Na terça-feira, os assessores de Bush, ao mesmo tempo cuidadosos para não assumirem os créditos de terem persuadido os repórteres a não saltarem sobre a citação, estavam claramente satisfeitos que ela tivesse aparecido em muitos artigos. Ainda assim, não estavam inteiramente satisfeitos. Schmidt disse que iria pedir a alguns aliados que levantassem novamente a questão em aparições televisivas.
Mas ao fim e ao cabo, os aliados não eram necessários. Bush, alertado para a citação por assessores de campanha, mencionou-a num discurso em Michigan, na terça-feira, dizendo “Membros do Congresso não deviam votar a favor do envio de tropas em combate e depois votar contra o seu financiamento. E depois gabarem-se disso.” A frase foi destaque no início do World News Tonight, na ABC, na terça-feira.

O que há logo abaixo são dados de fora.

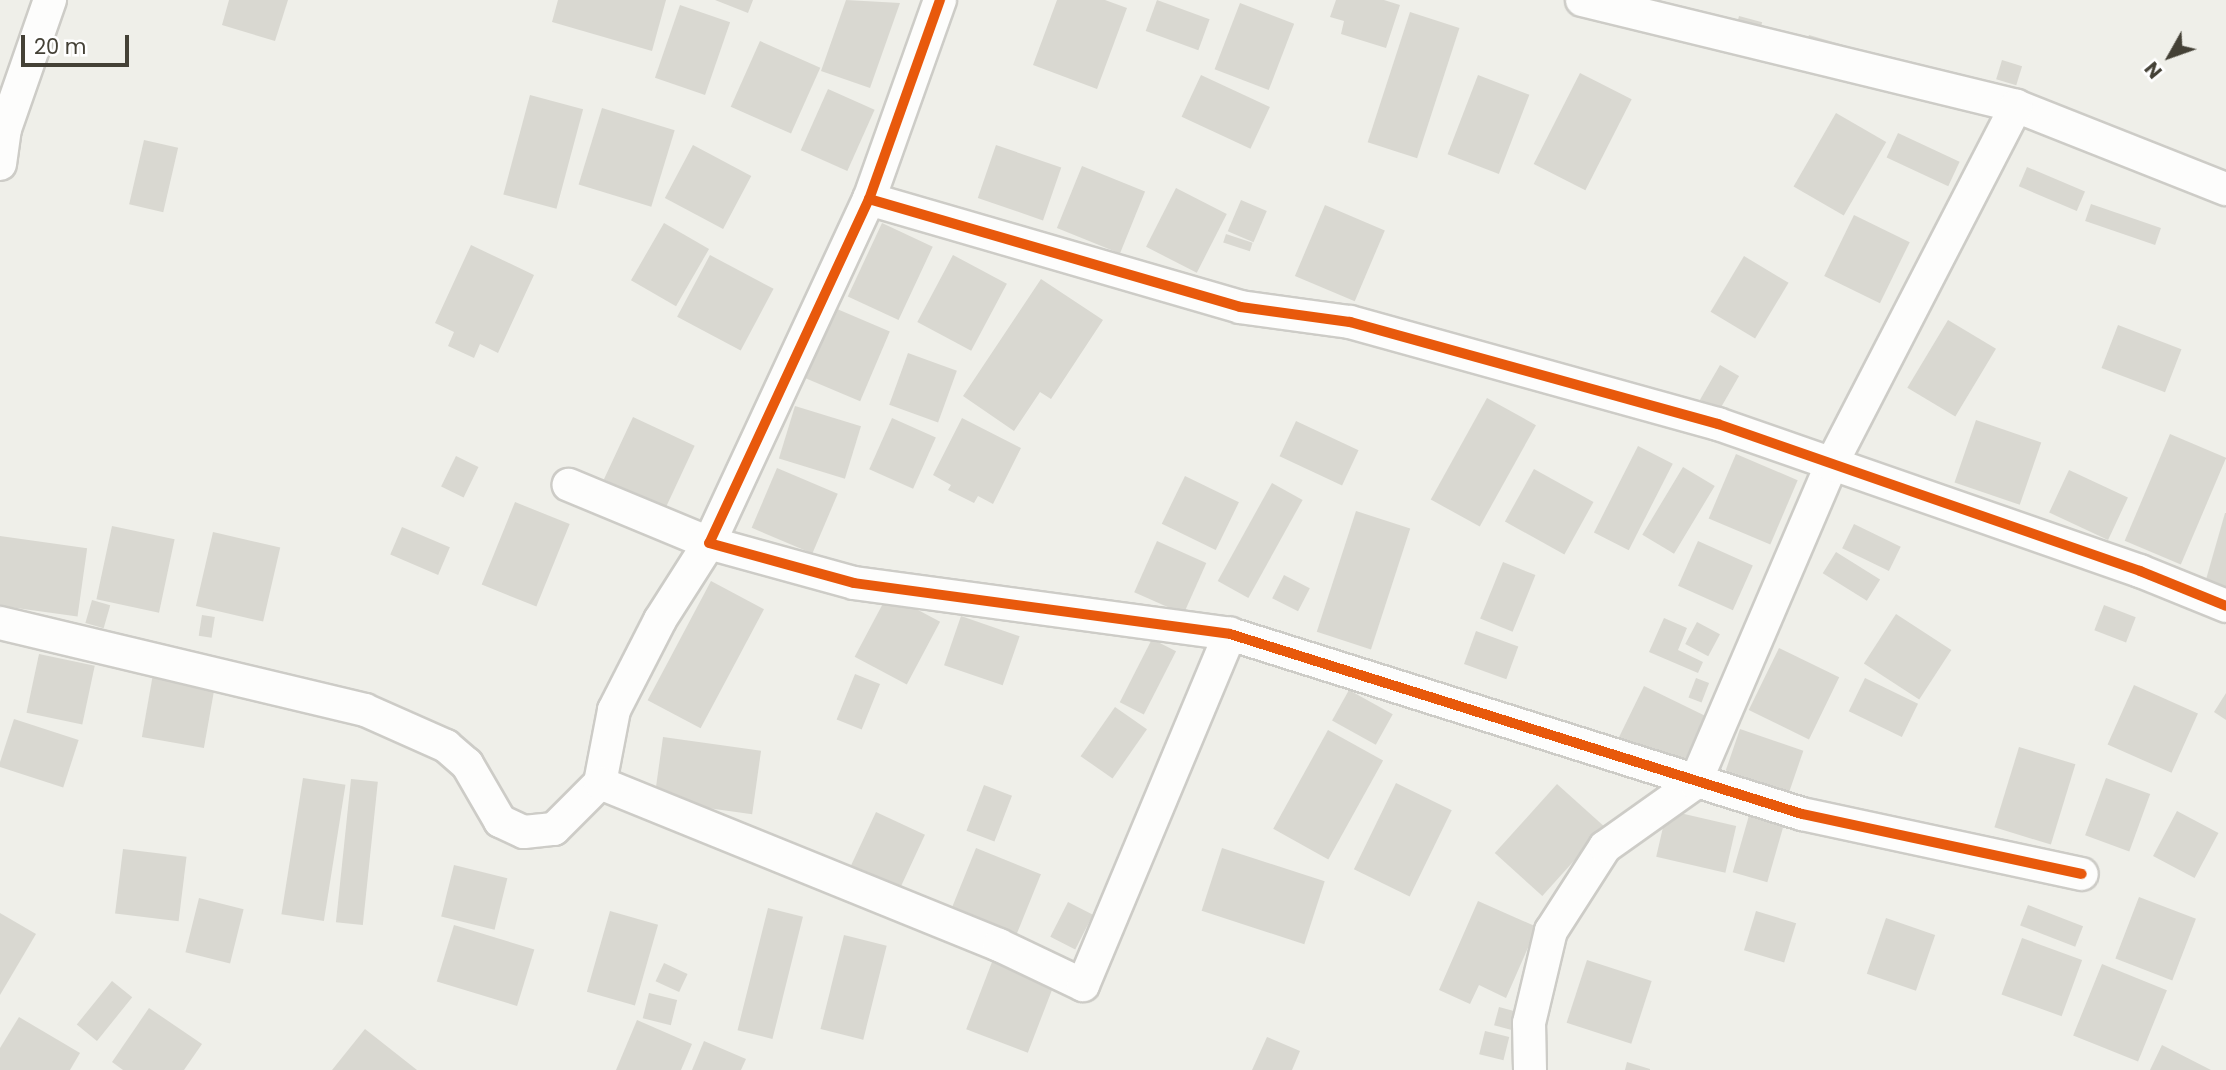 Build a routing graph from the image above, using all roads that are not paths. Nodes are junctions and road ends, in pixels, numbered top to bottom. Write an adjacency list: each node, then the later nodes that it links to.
1 (50, 0): 5 (street)
2 (940, 0): 8 (street)
3 (1582, 0): 4 (street)
4 (2016, 106): 7 (street); 9 (street)
5 (3, 129): 6 (street)
6 (0, 164)
7 (2226, 189)
8 (869, 199): 9 (street); 11 (street)
9 (1831, 465): 12 (street); 16 (street)
10 (569, 485): 11 (street)
11 (709, 543): 14 (street); 15 (street)
12 (2226, 606)
13 (0, 623): 15 (street)
14 (1230, 634): 15 (street); 16 (street)
15 (600, 783)
16 (1695, 783): 17 (street); 18 (street)
17 (2082, 874)
18 (1530, 1070)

A média da audiência nocturna do programa ultrapassa de longe qualquer jornal: mais de oito milhões de pessoas.»
The New York Times; 14 de Julho de 2004

Em Portugal as organizações partidárias estão muito longe desta estrutura tão ampla e diversificada.
Habitualmente há um director de campanha que assegura a organização e os meios necessários. O director de campanha trabalha frequentemente em ligação com a equipa que define e gere a comunicação e com o líder e o seu staf de apoio.

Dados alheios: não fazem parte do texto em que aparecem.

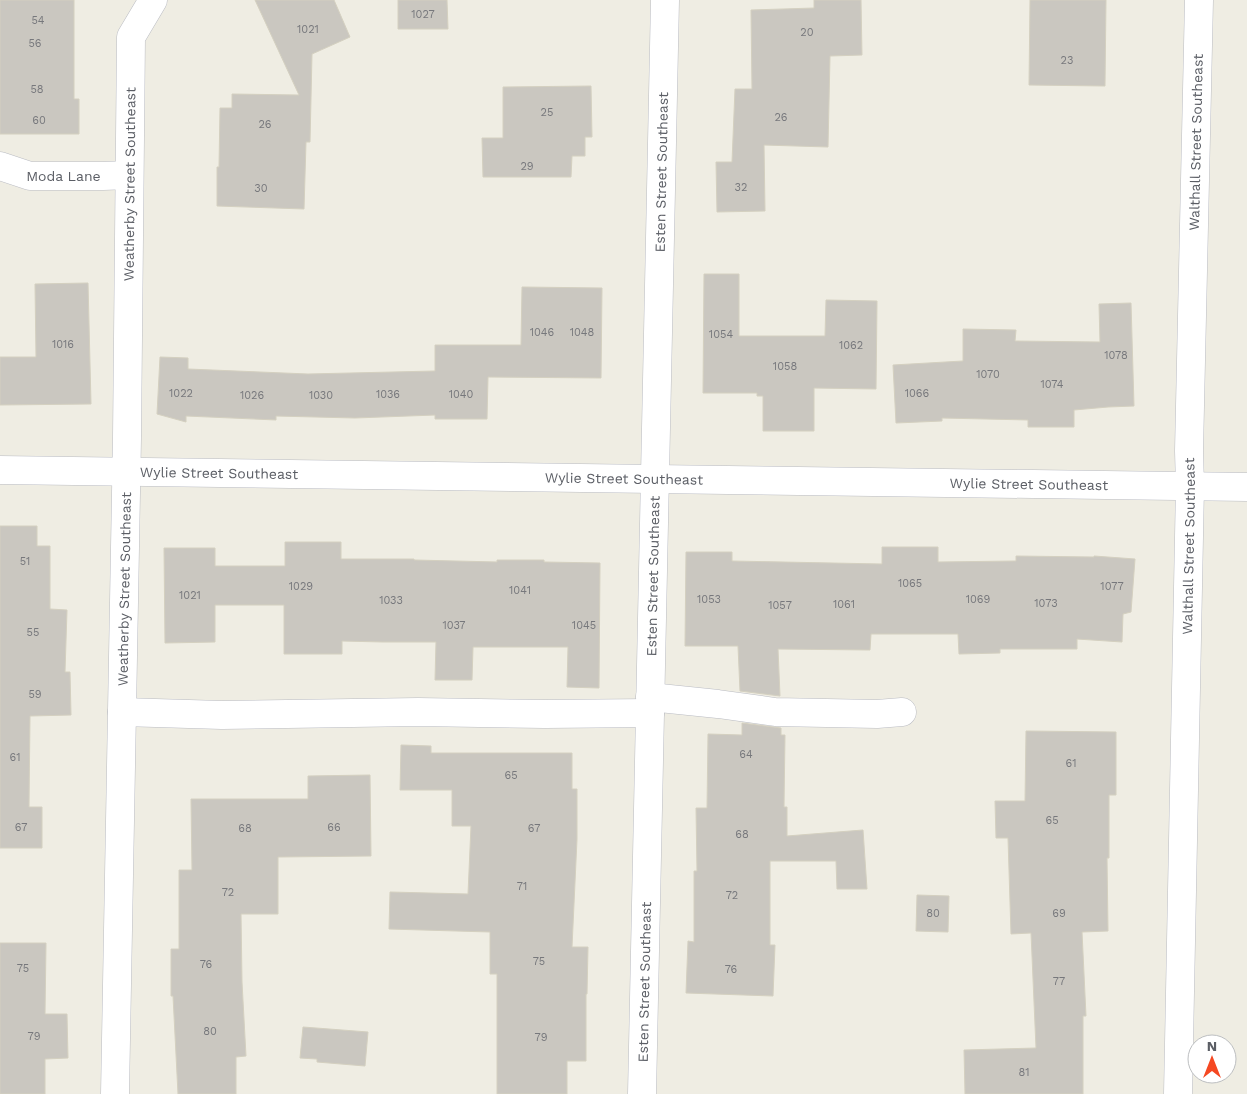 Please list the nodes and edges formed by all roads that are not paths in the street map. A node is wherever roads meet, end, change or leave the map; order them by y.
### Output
1 (153, 0) edge
2 (665, 0) edge
3 (1200, 0) edge
4 (0, 166) edge
5 (129, 175) junction
6 (0, 470) edge
7 (126, 472) junction
8 (655, 478) junction
9 (1190, 486) junction
10 (1247, 487) edge
11 (650, 705) junction
12 (122, 712) junction
13 (902, 712) dead end
14 (115, 1094) edge
15 (642, 1094) edge
16 (1178, 1094) edge

1 - 5 street, Weatherby Street Southeast
2 - 8 street, Esten Street Southeast
3 - 9 street, Walthall Street Southeast
4 - 5 street, Moda Lane
5 - 7 street, Weatherby Street Southeast
6 - 7 street, Wylie Street Southeast
7 - 8 street, Wylie Street Southeast
7 - 12 street, Weatherby Street Southeast
8 - 9 street, Wylie Street Southeast
8 - 11 street, Esten Street Southeast
9 - 10 street, Wylie Street Southeast
9 - 16 street, Walthall Street Southeast
11 - 12 street
11 - 13 street
11 - 15 street, Esten Street Southeast
12 - 14 street, Weatherby Street Southeast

Há depois, a um outro nível, estruturas ligadas aos media, aos tempos de antena, sondagens, articulação com as estruturas regionais e com a “volta” do líder.

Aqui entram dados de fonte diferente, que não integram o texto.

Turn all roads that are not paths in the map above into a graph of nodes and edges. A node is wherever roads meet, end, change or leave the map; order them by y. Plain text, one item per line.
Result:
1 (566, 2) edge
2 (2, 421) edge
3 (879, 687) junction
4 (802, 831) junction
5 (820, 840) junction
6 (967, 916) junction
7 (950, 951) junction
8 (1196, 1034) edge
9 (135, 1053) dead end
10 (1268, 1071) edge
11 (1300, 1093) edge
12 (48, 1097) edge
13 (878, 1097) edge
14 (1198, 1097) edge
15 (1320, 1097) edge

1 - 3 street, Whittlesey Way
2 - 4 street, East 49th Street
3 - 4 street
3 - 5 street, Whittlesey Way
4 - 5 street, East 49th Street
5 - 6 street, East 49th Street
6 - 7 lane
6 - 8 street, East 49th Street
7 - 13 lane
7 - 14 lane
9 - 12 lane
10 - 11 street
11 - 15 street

Um exemplo: o PS em 1995: “A comissão técnica eleitoral é coordenada por Jorge Coelho, membro da comissão permanente, do secretariado e líder da FAUL. A agenda de Guterres é coordenada por António José Seguro. Imagem e comunicação: Jorge Coelho, Arons de Carvalho, Pina Moura, Luís Patrão, Miguel Laranjeiro e António Colaço. Grupo de textos: Ferro Rodrigues, Pina Moura, Manuel Seabra. Concepção dos comícios: António José Seguro. Estudos de opinião: Armando Vara e Rui Vieira. Coordenação do programa de governo: António Vitorino, Pina Moura, Maria João Rodrigues, Vitalino Canas, Ferro Rodrigues. Contactos com sectores sócio-profissionais: Miranda Calha. Organizações sectoriais: Artur Penedos. Organizações de mulheres: Maria do Carmo Romão. Jovens: Rui Pereira. Logística de campanha: Marques Miranda. Montagem de palcos e comícios: Domingos Ferreira.” – Público 22/05/95.

Outro exemplo, nas legislativas de 2002, este era o organigrama da estrutura de campanha do PSD:


Tendo em conta que se trata de uma estrutura que envolve organizações regionais e locais, um requisito relevante é um processo eficaz de comunicação interna.